* Exercise aim *
If a record contains a picture, leave the picture out and copy everything else exactly.

____________________

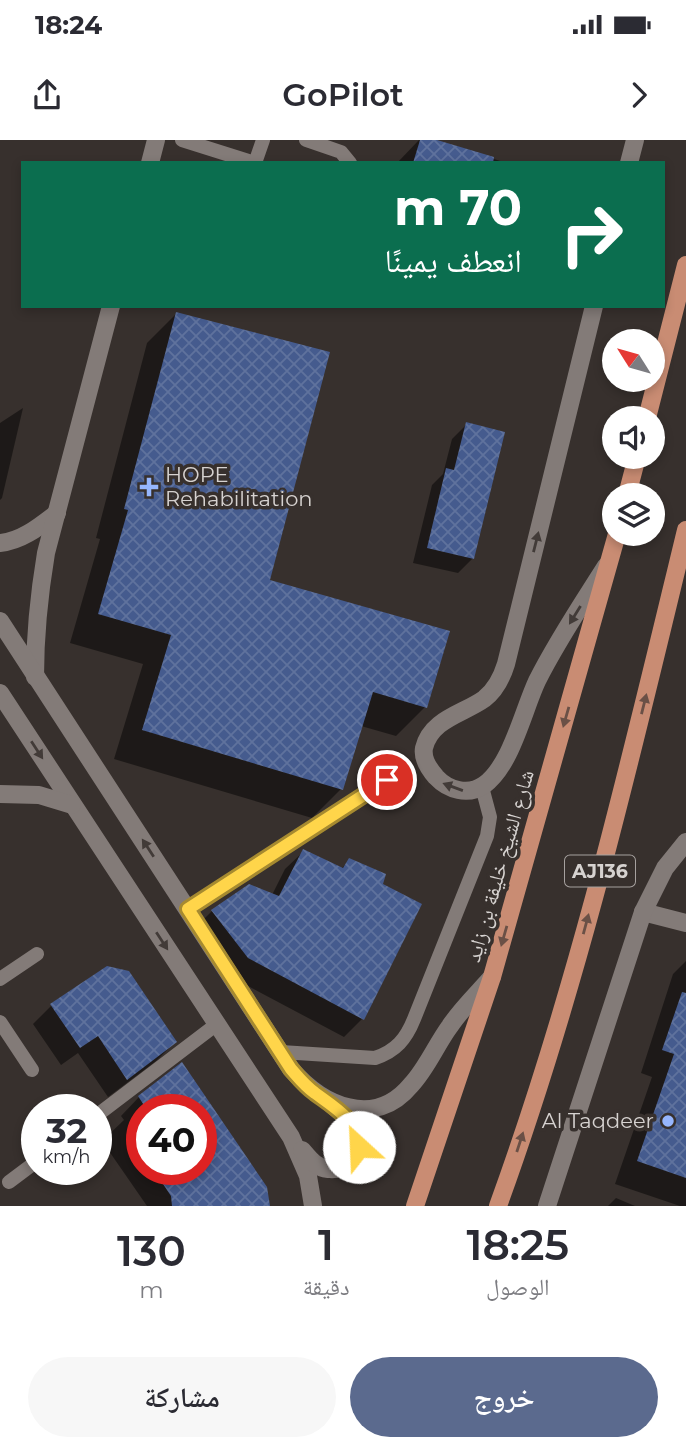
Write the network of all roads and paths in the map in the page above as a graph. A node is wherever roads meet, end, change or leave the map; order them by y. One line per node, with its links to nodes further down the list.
1 (156, 140): 6 (street)
2 (182, 140): 7 (lane)
3 (263, 140): 8 (lane)
4 (306, 140): 9 (lane)
5 (635, 140): 10 (street)
6 (151, 161)
7 (249, 161)
8 (256, 161)
9 (348, 161)
10 (630, 161)
11 (686, 265): 14 (main road)
12 (110, 308): 15 (street)
13 (594, 308): 25 (street, one-way to 13)
14 (650, 406)
15 (57, 513): 17 (street); 21 (street)
16 (686, 530): 46 (main road, AJ136, one-way to 16)
17 (0, 543)
18 (614, 546): 19 (main road, شارع الشيخ خليفة بن زايد)
19 (611, 557): 25 (street, one-way to 25); 33 (main road, شارع الشيخ خليفة بن زايد, one-way to 33)
20 (0, 621): 21 (street)
21 (35, 677): 29 (street, one-way to 21)
22 (0, 693): 23 (street)
23 (8, 717): 27 (street, one-way to 27)
24 (387, 780): 29 (lane)
25 (482, 787): 37 (lane)
26 (0, 793): 27 (street)
27 (72, 805): 36 (street, one-way to 36)
28 (686, 842): 30 (street)
29 (188, 909): 37 (street)
30 (642, 912): 31 (street); 47 (street)
31 (686, 923)
32 (37, 954): 34 (lane)
33 (492, 977): 39 (street); 45 (main road, شارع الشيخ خليفة بن زايد)
34 (0, 979)
35 (0, 1023): 38 (lane)
36 (217, 1024): 40 (lane); 41 (street)
37 (281, 1052): 39 (street)
38 (32, 1070)
39 (328, 1101): 41 (street)
40 (112, 1104)
41 (291, 1137): 44 (street)
42 (21, 1173): 43 (lane)
43 (9, 1182)
44 (313, 1206)
45 (415, 1206)
46 (498, 1206)
47 (547, 1206)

____________________

* Answer area *
Write the network of all roads and paths in the map in the page above as a graph. A node is wherever roads meet, end, change or leave the map; order them by y. One line per node, with its links to nodes further down the list.
1 (156, 140): 6 (street)
2 (182, 140): 7 (lane)
3 (263, 140): 8 (lane)
4 (306, 140): 9 (lane)
5 (635, 140): 10 (street)
6 (151, 161)
7 (249, 161)
8 (256, 161)
9 (348, 161)
10 (630, 161)
11 (686, 265): 14 (main road)
12 (110, 308): 15 (street)
13 (594, 308): 25 (street, one-way to 13)
14 (650, 406)
15 (57, 513): 17 (street); 21 (street)
16 (686, 530): 46 (main road, AJ136, one-way to 16)
17 (0, 543)
18 (614, 546): 19 (main road, شارع الشيخ خليفة بن زايد)
19 (611, 557): 25 (street, one-way to 25); 33 (main road, شارع الشيخ خليفة بن زايد, one-way to 33)
20 (0, 621): 21 (street)
21 (35, 677): 29 (street, one-way to 21)
22 (0, 693): 23 (street)
23 (8, 717): 27 (street, one-way to 27)
24 (387, 780): 29 (lane)
25 (482, 787): 37 (lane)
26 (0, 793): 27 (street)
27 (72, 805): 36 (street, one-way to 36)
28 (686, 842): 30 (street)
29 (188, 909): 37 (street)
30 (642, 912): 31 (street); 47 (street)
31 (686, 923)
32 (37, 954): 34 (lane)
33 (492, 977): 39 (street); 45 (main road, شارع الشيخ خليفة بن زايد)
34 (0, 979)
35 (0, 1023): 38 (lane)
36 (217, 1024): 40 (lane); 41 (street)
37 (281, 1052): 39 (street)
38 (32, 1070)
39 (328, 1101): 41 (street)
40 (112, 1104)
41 (291, 1137): 44 (street)
42 (21, 1173): 43 (lane)
43 (9, 1182)
44 (313, 1206)
45 (415, 1206)
46 (498, 1206)
47 (547, 1206)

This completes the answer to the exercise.